• _Task objective_
Give the records again exactly. Pictures do not belong in the copy.

[Collected data entries]
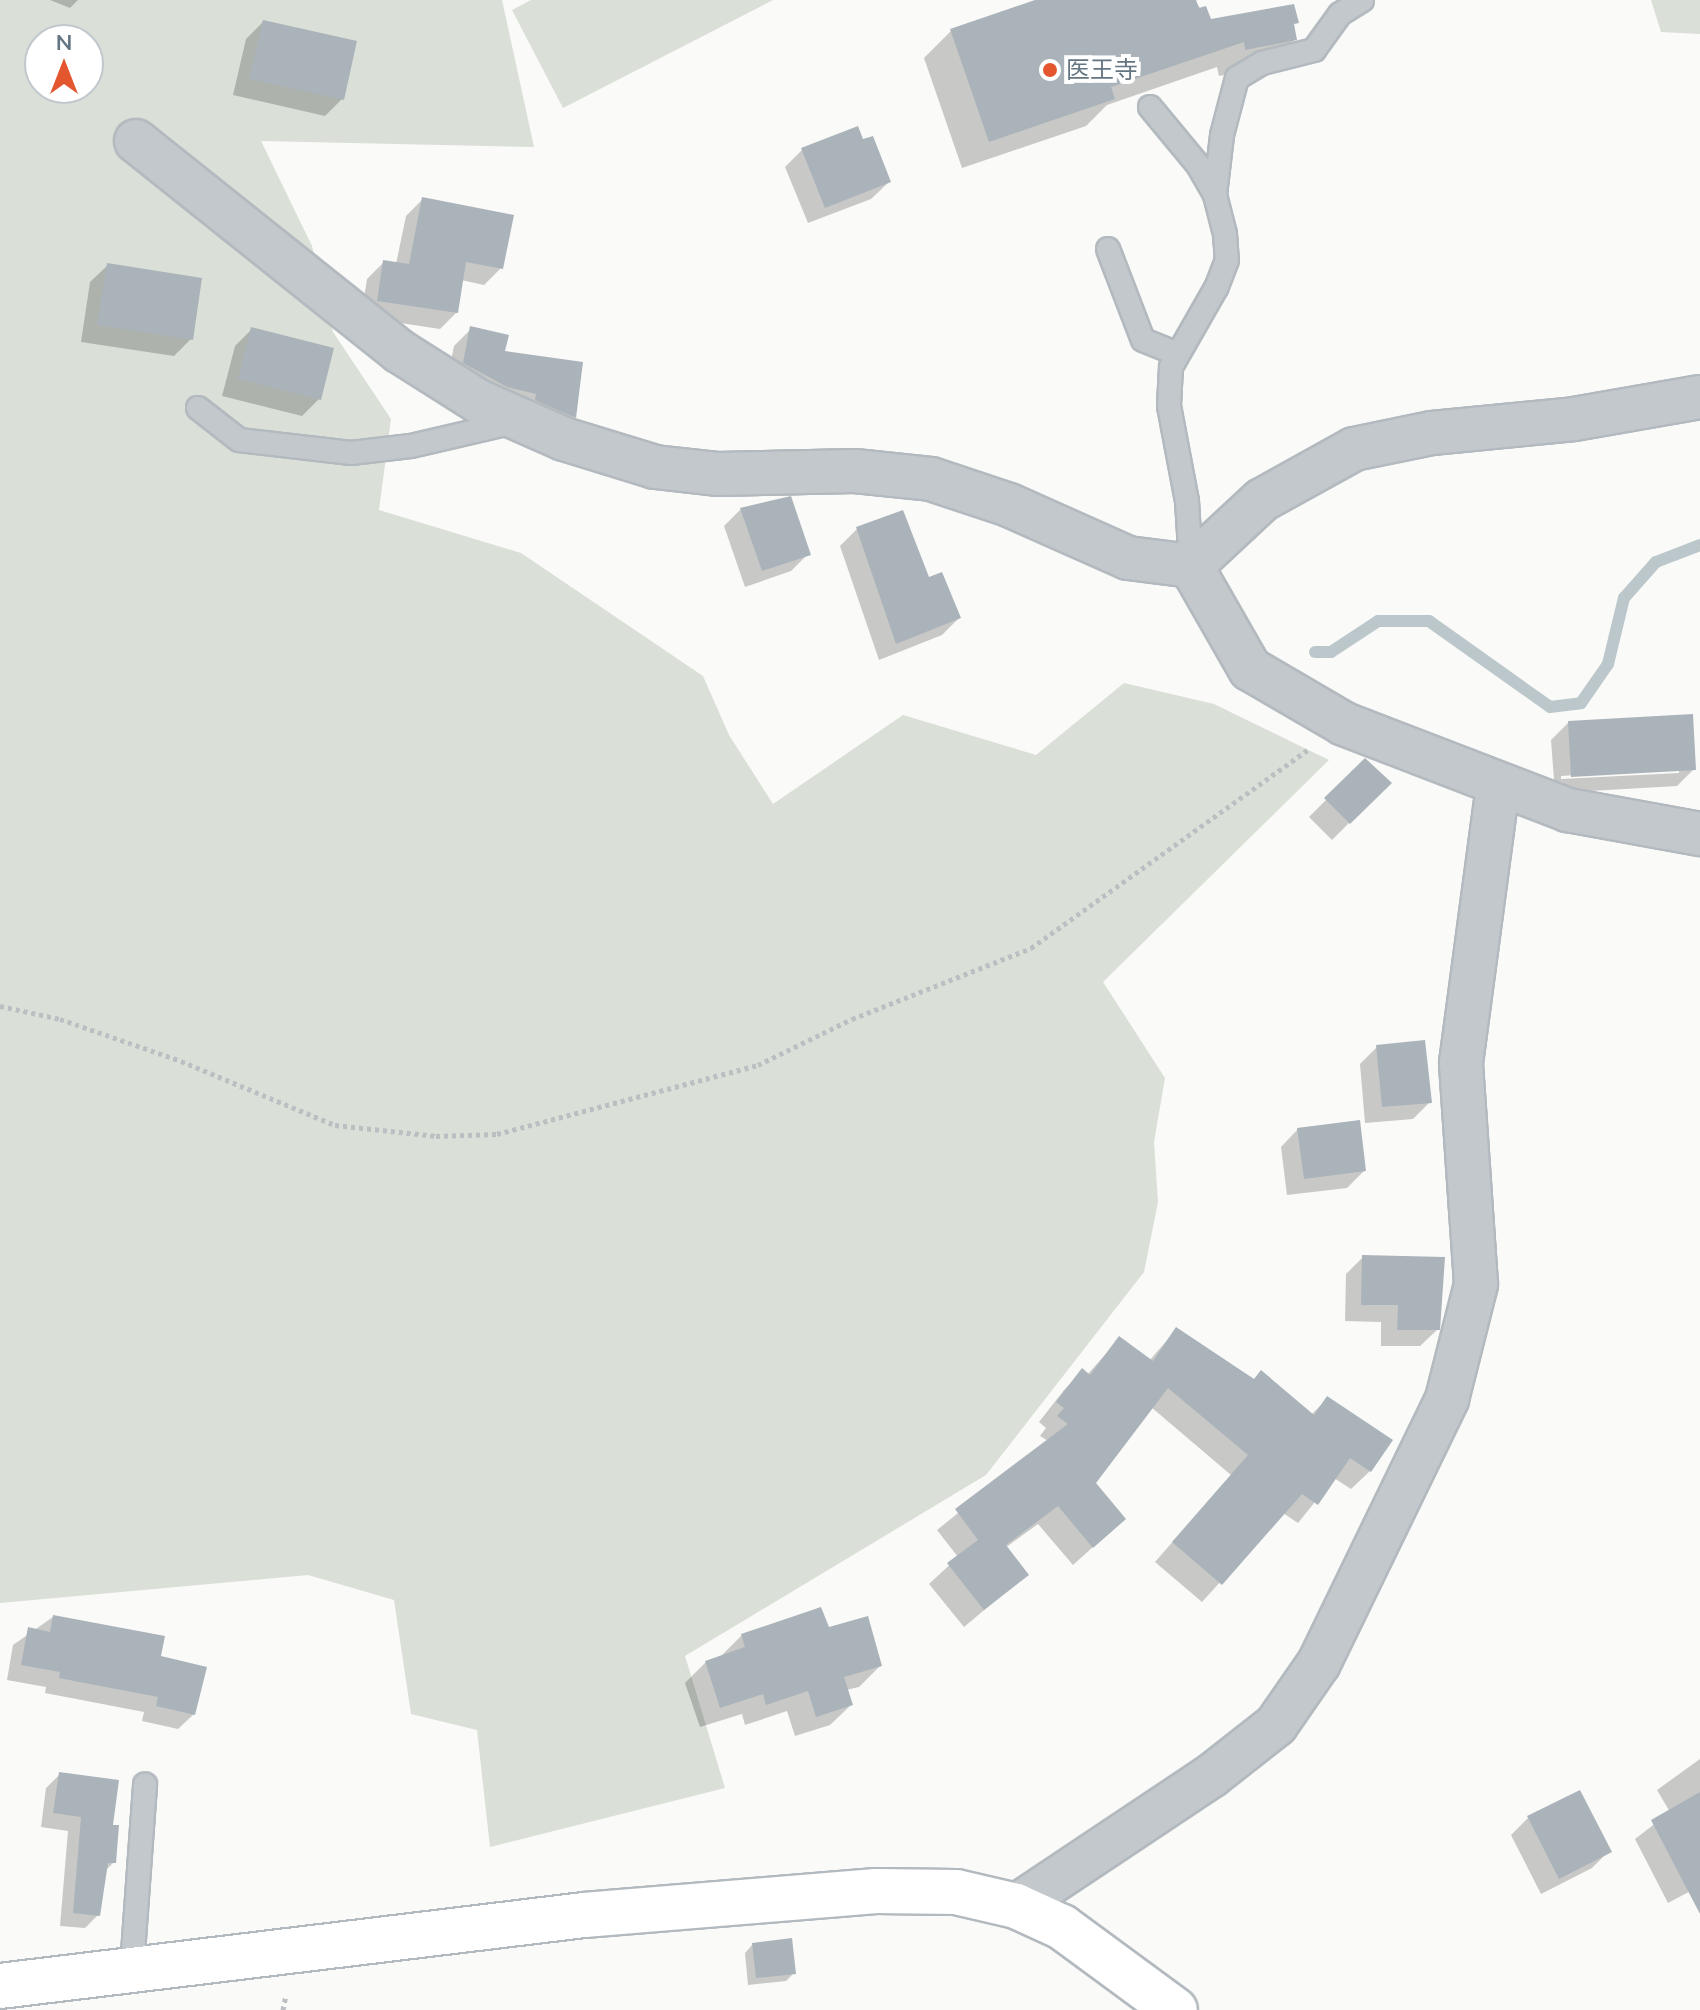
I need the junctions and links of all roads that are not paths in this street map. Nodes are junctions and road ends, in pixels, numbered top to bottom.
1 (1362, 0) edge
2 (1150, 107) dead end
3 (136, 141) dead end
4 (1215, 195) junction
5 (1108, 249) dead end
6 (1177, 354) junction
7 (1700, 397) edge
8 (198, 408) dead end
9 (521, 420) junction
10 (1191, 566) junction
11 (1498, 786) junction
12 (1700, 834) edge
13 (145, 1784) dead end
14 (1016, 1906) junction
15 (132, 1967) junction
16 (0, 1986) edge
17 (1175, 2010) edge

1 - 4 lane
2 - 4 lane
3 - 9 street
4 - 6 lane
5 - 6 lane
6 - 10 lane
7 - 10 street
8 - 9 lane
9 - 10 street
10 - 11 street
11 - 12 street
11 - 14 street
13 - 15 lane
14 - 15 street
14 - 17 street
15 - 16 street

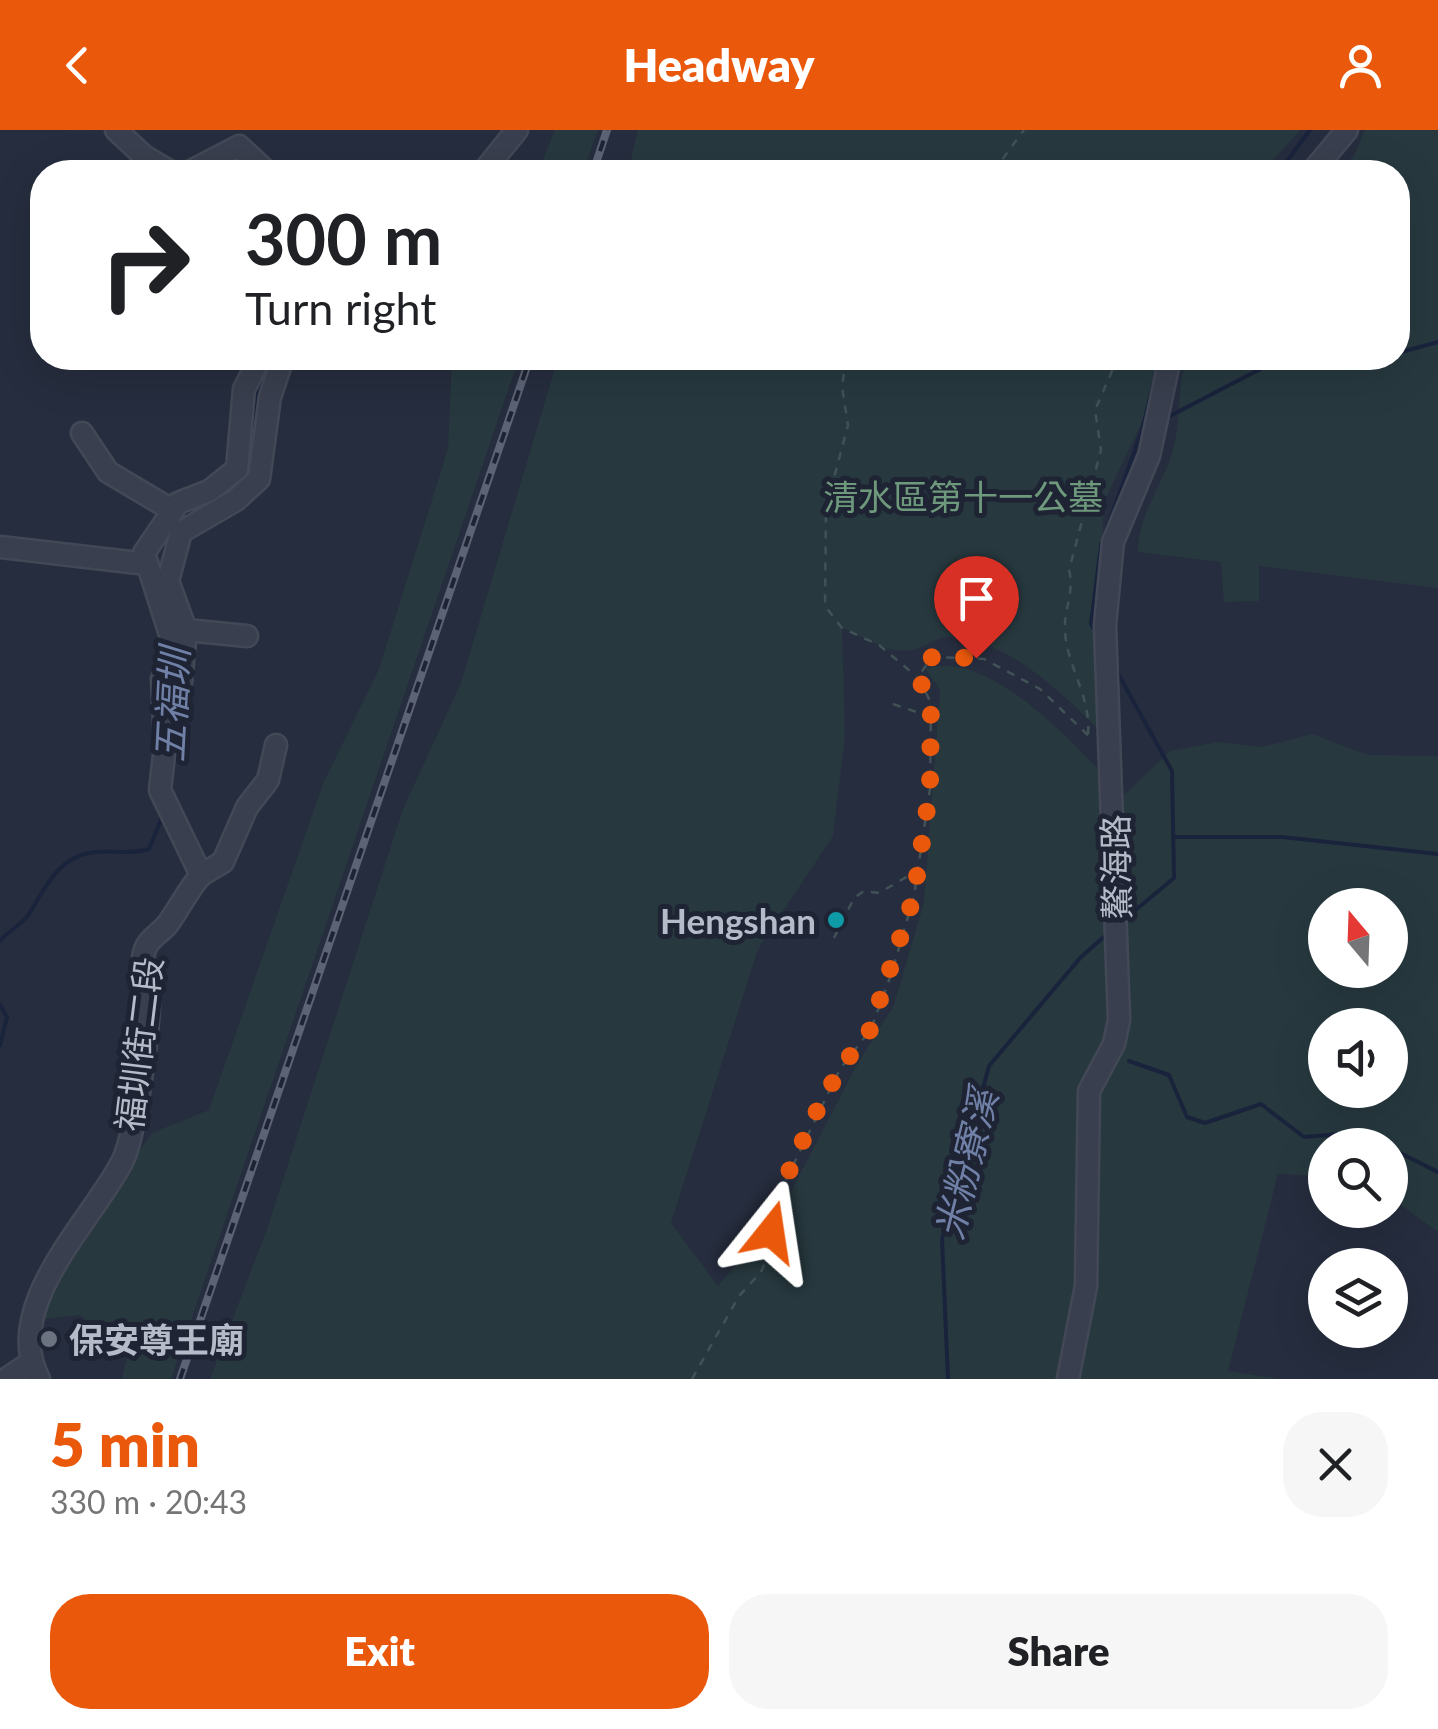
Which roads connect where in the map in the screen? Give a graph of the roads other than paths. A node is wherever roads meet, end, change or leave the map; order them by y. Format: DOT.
graph roads {
  1 [pos="116,130"];
  2 [pos="517,130"];
  3 [pos="1347,130"];
  4 [pos="151,160"];
  5 [pos="213,160"];
  6 [pos="255,160"];
  7 [pos="492,160"];
  8 [pos="1322,160"];
  9 [pos="254,370"];
  10 [pos="279,370"];
  11 [pos="1167,370"];
  12 [pos="82,433"];
  13 [pos="172,510"];
  14 [pos="0,547"];
  15 [pos="147,564"];
  16 [pos="186,630"];
  17 [pos="246,636"];
  18 [pos="276,745"];
  19 [pos="173,812"];
  20 [pos="201,874"];
  21 [pos="18,1371"];
  22 [pos="1068,1379"];
  1 -- 4 [label="lane"];
  2 -- 7 [label="lane"];
  3 -- 8 [label="lane"];
  5 -- 6 [label="lane"];
  9 -- 13 [label="lane"];
  10 -- 16 [label="lane"];
  11 -- 22 [label="lane, 鰲海路"];
  12 -- 13 [label="lane"];
  13 -- 15 [label="lane"];
  14 -- 15 [label="lane"];
  15 -- 19 [label="lane"];
  16 -- 17 [label="lane"];
  16 -- 19 [label="lane"];
  18 -- 20 [label="lane, 福圳街二段"];
  19 -- 20 [label="lane"];
  20 -- 21 [label="lane, 福圳街二段"];
}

• _Solution for this problem_
I need the junctions and links of all roads that are not paths in this street map. Nodes are junctions and road ends, in pixels, numbered top to bottom.
1 (1362, 0) edge
2 (1150, 107) dead end
3 (136, 141) dead end
4 (1215, 195) junction
5 (1108, 249) dead end
6 (1177, 354) junction
7 (1700, 397) edge
8 (198, 408) dead end
9 (521, 420) junction
10 (1191, 566) junction
11 (1498, 786) junction
12 (1700, 834) edge
13 (145, 1784) dead end
14 (1016, 1906) junction
15 (132, 1967) junction
16 (0, 1986) edge
17 (1175, 2010) edge

1 - 4 lane
2 - 4 lane
3 - 9 street
4 - 6 lane
5 - 6 lane
6 - 10 lane
7 - 10 street
8 - 9 lane
9 - 10 street
10 - 11 street
11 - 12 street
11 - 14 street
13 - 15 lane
14 - 15 street
14 - 17 street
15 - 16 street

Which roads connect where in the map in the screen? Give a graph of the roads other than paths. A node is wherever roads meet, end, change or leave the map; order them by y. Format: DOT.
graph roads {
  1 [pos="116,130"];
  2 [pos="517,130"];
  3 [pos="1347,130"];
  4 [pos="151,160"];
  5 [pos="213,160"];
  6 [pos="255,160"];
  7 [pos="492,160"];
  8 [pos="1322,160"];
  9 [pos="254,370"];
  10 [pos="279,370"];
  11 [pos="1167,370"];
  12 [pos="82,433"];
  13 [pos="172,510"];
  14 [pos="0,547"];
  15 [pos="147,564"];
  16 [pos="186,630"];
  17 [pos="246,636"];
  18 [pos="276,745"];
  19 [pos="173,812"];
  20 [pos="201,874"];
  21 [pos="18,1371"];
  22 [pos="1068,1379"];
  1 -- 4 [label="lane"];
  2 -- 7 [label="lane"];
  3 -- 8 [label="lane"];
  5 -- 6 [label="lane"];
  9 -- 13 [label="lane"];
  10 -- 16 [label="lane"];
  11 -- 22 [label="lane, 鰲海路"];
  12 -- 13 [label="lane"];
  13 -- 15 [label="lane"];
  14 -- 15 [label="lane"];
  15 -- 19 [label="lane"];
  16 -- 17 [label="lane"];
  16 -- 19 [label="lane"];
  18 -- 20 [label="lane, 福圳街二段"];
  19 -- 20 [label="lane"];
  20 -- 21 [label="lane, 福圳街二段"];
}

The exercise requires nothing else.